__Records to use__

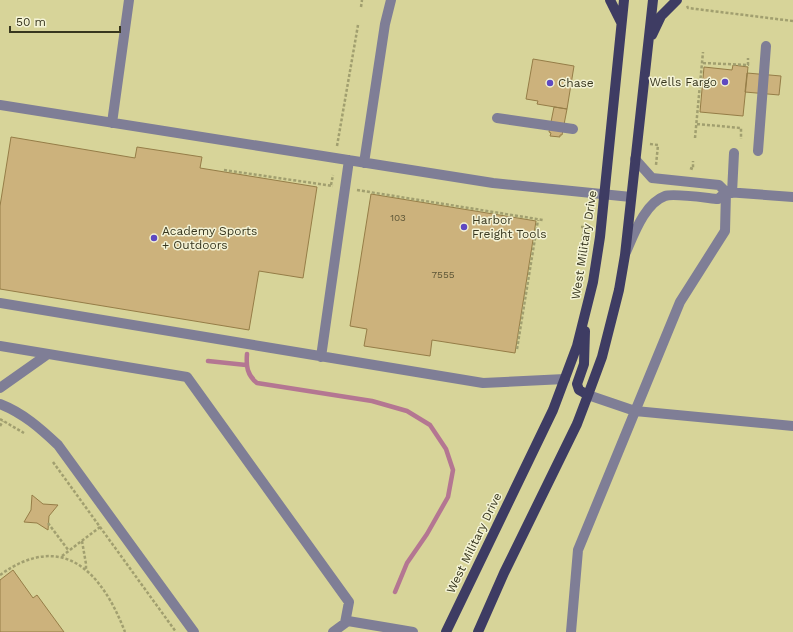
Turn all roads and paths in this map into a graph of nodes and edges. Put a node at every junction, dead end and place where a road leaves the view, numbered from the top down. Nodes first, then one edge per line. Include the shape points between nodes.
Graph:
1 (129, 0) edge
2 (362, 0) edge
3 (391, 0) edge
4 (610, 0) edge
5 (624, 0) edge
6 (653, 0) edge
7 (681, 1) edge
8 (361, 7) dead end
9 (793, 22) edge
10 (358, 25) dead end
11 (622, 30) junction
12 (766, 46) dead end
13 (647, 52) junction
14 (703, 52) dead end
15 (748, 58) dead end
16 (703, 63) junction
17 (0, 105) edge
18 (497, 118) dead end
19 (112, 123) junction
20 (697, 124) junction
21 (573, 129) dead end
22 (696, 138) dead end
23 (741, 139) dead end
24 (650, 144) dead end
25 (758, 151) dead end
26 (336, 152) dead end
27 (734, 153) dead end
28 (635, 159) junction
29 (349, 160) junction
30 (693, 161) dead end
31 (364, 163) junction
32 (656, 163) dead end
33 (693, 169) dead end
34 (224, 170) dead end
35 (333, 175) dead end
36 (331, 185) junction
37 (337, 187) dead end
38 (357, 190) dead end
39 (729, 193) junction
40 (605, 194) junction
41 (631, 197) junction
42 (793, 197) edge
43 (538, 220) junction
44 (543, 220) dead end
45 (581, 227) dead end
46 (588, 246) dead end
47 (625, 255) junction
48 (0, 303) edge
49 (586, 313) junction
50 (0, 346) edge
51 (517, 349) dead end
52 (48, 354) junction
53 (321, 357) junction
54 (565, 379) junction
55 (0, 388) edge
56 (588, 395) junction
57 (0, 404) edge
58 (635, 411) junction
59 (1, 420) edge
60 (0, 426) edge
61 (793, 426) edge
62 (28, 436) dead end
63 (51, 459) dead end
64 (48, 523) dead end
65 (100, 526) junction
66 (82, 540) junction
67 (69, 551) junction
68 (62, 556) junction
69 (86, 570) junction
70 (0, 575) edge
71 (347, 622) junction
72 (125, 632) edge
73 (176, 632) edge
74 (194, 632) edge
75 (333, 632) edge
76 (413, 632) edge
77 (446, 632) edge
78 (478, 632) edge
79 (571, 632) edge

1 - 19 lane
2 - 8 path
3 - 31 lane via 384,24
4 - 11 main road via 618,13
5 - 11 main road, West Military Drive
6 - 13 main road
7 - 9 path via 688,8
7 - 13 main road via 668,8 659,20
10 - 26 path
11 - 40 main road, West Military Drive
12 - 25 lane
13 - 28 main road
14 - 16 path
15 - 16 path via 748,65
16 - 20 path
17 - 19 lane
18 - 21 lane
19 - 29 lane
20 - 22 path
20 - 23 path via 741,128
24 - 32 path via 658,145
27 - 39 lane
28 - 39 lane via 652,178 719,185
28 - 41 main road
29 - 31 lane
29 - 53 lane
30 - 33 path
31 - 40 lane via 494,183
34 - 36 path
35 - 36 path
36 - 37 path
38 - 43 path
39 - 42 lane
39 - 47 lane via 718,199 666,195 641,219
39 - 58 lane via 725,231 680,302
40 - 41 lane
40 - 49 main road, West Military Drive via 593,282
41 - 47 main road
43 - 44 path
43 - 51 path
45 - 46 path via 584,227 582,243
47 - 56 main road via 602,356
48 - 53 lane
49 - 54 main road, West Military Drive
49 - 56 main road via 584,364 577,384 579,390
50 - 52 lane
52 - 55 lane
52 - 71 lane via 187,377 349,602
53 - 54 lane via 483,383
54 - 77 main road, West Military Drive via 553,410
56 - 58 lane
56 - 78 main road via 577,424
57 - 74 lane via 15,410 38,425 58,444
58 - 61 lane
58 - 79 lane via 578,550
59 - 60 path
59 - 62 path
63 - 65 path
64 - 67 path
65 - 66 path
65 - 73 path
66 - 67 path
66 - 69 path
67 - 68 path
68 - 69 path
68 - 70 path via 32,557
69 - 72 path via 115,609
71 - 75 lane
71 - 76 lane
--
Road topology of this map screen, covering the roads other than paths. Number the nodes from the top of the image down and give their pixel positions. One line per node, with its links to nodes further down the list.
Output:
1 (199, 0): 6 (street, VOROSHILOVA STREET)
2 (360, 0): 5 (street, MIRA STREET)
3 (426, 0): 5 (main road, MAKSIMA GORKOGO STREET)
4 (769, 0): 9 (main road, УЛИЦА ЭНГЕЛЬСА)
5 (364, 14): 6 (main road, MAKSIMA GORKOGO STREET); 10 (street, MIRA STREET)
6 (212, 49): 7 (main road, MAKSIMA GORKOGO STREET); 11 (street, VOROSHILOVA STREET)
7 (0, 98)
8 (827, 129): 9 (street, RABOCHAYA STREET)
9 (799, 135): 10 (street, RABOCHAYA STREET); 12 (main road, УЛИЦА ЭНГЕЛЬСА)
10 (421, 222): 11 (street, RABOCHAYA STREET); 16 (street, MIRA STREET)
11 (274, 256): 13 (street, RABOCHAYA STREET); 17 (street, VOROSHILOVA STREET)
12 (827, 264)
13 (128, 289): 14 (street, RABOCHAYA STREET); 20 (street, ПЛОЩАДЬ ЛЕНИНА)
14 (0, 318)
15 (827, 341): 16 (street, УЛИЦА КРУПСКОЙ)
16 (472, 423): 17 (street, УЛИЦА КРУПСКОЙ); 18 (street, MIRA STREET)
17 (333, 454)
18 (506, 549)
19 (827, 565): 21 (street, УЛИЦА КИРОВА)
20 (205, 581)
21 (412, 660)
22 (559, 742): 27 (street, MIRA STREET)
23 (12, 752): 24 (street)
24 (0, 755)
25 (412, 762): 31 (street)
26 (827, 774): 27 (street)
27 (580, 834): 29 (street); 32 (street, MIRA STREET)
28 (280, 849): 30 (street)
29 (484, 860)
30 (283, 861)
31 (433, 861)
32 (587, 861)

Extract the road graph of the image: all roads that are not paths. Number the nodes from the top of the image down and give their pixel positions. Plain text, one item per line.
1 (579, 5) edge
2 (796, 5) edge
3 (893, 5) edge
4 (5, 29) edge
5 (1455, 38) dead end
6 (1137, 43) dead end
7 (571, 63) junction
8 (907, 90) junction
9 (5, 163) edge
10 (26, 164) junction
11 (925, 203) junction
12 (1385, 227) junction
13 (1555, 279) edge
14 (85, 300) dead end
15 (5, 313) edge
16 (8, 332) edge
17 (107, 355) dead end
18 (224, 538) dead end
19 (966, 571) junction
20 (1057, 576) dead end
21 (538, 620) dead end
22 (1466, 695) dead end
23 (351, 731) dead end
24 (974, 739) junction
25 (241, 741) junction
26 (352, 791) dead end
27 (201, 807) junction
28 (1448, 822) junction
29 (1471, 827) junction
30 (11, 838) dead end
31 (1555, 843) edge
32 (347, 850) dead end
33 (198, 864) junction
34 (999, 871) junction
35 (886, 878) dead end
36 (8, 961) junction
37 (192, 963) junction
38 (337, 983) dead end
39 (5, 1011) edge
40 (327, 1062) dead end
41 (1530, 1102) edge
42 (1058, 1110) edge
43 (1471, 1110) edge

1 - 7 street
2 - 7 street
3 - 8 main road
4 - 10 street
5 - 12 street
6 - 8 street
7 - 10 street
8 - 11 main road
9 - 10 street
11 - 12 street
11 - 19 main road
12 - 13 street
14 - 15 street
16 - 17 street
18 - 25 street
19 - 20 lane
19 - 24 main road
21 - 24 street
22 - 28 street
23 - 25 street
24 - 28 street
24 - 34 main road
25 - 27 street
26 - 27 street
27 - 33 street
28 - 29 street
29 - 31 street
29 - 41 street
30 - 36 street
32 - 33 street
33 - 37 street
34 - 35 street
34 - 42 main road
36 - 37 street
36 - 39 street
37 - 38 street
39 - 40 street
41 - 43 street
...
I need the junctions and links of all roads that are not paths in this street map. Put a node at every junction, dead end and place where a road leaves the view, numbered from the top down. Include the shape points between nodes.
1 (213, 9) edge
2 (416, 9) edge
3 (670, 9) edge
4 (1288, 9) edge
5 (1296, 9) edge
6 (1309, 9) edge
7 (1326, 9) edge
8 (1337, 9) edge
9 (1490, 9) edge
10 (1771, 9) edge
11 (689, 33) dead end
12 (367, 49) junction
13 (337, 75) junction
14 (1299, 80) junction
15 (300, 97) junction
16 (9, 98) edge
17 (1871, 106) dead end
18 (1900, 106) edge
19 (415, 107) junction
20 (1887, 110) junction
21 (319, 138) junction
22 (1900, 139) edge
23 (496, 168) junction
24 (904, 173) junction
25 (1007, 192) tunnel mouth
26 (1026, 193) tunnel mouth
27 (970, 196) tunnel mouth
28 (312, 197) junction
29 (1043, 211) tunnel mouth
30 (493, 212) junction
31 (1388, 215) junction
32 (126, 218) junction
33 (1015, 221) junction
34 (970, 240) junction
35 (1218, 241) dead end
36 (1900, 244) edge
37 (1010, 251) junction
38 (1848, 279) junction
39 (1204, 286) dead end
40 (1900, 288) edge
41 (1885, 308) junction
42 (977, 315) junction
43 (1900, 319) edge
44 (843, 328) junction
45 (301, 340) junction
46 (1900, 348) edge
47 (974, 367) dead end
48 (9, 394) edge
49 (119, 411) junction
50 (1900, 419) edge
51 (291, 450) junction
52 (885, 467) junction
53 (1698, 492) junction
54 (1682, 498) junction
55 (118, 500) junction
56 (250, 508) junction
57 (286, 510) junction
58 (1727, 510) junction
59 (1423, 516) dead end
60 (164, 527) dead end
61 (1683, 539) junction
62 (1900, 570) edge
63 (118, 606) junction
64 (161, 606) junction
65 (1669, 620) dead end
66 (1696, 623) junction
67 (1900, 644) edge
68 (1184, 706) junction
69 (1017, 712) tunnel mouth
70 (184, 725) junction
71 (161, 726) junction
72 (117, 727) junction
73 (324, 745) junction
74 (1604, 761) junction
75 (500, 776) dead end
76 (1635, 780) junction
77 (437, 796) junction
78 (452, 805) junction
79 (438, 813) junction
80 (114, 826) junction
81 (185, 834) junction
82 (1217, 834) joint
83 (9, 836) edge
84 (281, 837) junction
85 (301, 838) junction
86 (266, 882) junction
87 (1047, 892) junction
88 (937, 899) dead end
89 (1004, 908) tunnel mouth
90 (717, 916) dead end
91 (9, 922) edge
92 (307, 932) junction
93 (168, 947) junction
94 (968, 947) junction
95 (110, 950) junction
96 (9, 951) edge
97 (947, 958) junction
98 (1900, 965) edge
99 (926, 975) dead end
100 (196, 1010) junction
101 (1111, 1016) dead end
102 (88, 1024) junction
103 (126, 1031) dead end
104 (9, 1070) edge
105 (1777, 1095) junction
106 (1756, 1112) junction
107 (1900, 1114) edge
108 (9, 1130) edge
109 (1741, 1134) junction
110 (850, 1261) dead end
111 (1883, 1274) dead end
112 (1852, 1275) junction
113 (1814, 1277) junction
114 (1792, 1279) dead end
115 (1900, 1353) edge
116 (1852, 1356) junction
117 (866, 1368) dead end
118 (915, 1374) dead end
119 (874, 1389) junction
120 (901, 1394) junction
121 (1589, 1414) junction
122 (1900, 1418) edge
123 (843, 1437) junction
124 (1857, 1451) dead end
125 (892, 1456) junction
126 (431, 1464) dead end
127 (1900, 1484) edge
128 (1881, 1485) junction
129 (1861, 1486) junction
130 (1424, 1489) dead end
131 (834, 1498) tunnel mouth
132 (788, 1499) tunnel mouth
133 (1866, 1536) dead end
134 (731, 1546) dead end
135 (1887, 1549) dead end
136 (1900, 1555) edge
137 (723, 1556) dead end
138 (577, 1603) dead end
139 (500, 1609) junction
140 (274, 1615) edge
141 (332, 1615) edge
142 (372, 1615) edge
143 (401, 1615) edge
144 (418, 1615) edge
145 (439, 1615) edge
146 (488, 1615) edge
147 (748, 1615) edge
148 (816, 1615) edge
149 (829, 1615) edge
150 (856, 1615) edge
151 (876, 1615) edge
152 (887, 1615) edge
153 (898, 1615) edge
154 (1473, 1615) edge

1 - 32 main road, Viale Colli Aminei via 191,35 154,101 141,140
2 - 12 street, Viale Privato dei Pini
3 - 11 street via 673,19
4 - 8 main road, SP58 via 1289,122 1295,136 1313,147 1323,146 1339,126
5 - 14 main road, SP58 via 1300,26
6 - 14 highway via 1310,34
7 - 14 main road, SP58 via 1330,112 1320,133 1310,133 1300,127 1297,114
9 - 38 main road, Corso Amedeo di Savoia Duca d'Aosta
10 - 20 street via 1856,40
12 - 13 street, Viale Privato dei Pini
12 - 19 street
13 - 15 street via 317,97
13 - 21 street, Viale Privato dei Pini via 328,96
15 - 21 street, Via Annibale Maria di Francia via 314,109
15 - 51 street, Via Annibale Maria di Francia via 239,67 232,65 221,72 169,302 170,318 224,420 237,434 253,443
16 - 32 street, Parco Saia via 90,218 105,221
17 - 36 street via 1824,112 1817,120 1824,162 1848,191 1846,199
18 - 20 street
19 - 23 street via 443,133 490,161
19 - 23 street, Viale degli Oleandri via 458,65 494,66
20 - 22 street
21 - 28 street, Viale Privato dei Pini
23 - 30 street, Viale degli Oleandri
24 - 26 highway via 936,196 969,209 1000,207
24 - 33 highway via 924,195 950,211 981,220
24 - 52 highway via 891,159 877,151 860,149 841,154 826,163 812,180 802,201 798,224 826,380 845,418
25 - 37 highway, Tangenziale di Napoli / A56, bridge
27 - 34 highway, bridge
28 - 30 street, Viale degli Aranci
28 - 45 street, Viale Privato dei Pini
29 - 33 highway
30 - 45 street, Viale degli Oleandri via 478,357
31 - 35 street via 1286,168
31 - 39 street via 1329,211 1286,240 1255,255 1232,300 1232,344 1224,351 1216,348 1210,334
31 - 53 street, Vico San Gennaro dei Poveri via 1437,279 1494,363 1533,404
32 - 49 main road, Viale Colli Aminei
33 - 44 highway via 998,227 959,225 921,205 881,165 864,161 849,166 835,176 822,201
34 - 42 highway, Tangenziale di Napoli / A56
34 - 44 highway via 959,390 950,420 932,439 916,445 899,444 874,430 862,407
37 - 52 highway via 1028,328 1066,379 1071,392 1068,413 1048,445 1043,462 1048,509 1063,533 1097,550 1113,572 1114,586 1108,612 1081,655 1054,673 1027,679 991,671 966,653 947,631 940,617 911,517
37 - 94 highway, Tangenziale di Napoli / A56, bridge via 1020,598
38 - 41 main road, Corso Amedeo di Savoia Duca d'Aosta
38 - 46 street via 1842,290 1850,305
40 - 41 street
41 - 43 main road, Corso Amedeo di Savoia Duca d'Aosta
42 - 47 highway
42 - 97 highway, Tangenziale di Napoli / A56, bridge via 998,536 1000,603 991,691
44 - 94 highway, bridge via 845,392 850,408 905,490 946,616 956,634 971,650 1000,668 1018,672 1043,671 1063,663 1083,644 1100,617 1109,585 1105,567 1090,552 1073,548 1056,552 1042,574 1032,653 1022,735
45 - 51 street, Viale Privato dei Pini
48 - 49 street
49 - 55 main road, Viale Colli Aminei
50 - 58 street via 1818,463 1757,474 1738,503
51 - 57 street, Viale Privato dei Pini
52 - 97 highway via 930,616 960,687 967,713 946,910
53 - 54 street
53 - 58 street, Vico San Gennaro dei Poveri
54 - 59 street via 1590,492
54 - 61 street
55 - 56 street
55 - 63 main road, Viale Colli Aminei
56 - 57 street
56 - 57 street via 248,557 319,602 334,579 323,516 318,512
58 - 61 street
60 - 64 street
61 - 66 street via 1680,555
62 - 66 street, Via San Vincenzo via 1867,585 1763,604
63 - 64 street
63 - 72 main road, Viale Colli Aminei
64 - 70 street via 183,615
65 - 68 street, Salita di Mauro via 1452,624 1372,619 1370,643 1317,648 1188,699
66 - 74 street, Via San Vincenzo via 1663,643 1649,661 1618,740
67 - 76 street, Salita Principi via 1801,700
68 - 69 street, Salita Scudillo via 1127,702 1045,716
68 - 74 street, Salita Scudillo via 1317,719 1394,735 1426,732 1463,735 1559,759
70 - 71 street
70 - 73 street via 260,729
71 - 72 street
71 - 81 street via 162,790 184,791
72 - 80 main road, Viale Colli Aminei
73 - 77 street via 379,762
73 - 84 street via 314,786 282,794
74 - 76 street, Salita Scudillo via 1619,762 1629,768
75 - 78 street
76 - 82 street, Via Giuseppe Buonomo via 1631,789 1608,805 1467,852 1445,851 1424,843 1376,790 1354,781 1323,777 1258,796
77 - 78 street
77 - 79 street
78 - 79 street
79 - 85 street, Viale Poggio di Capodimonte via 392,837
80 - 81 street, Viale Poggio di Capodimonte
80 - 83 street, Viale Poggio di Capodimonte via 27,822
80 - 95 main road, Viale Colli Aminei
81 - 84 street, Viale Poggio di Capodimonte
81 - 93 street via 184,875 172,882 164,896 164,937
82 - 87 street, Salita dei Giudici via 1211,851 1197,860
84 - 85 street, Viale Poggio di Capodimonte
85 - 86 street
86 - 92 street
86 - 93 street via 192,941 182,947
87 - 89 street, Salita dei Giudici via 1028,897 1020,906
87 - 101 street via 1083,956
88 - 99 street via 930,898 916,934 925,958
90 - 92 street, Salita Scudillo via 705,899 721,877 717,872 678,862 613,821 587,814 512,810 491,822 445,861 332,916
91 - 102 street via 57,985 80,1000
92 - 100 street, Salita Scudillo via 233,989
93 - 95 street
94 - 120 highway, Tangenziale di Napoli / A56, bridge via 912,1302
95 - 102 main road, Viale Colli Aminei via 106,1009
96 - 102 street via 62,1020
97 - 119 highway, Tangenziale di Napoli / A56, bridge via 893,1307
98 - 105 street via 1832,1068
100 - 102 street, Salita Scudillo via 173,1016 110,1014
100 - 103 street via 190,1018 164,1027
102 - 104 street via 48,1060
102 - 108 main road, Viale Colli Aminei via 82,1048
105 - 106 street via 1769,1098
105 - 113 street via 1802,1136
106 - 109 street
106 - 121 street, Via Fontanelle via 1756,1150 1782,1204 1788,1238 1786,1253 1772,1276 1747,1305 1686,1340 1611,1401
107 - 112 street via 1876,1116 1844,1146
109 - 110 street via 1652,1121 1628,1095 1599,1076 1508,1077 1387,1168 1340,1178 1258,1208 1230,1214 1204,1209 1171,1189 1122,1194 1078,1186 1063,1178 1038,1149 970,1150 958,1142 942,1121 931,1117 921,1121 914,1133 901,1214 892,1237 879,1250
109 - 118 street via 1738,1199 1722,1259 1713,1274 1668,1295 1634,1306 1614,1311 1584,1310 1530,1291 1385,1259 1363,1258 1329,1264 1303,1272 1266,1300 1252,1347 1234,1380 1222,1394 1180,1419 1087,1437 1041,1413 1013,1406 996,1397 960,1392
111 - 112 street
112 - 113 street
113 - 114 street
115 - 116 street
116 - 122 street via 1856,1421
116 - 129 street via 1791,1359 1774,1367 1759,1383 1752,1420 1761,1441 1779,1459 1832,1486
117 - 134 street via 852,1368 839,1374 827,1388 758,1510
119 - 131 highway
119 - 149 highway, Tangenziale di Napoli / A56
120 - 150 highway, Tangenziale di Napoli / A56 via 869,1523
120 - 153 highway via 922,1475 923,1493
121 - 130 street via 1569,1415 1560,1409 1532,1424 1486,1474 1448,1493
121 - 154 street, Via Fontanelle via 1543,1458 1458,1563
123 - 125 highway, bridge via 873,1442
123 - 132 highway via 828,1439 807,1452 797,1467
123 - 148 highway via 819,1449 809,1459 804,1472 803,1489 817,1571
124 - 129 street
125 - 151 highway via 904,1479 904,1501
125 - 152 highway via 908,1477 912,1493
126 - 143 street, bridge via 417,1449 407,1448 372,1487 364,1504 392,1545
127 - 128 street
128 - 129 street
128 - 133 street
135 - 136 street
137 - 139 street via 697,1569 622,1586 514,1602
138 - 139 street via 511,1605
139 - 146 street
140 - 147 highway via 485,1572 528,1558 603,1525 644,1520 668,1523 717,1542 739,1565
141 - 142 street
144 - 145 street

__Task brief__
The word to find is "Annibale". Copy every line of the records that holds it.

__Solution__
15 - 21 street, Via Annibale Maria di Francia via 314,109
15 - 51 street, Via Annibale Maria di Francia via 239,67 232,65 221,72 169,302 170,318 224,420 237,434 253,443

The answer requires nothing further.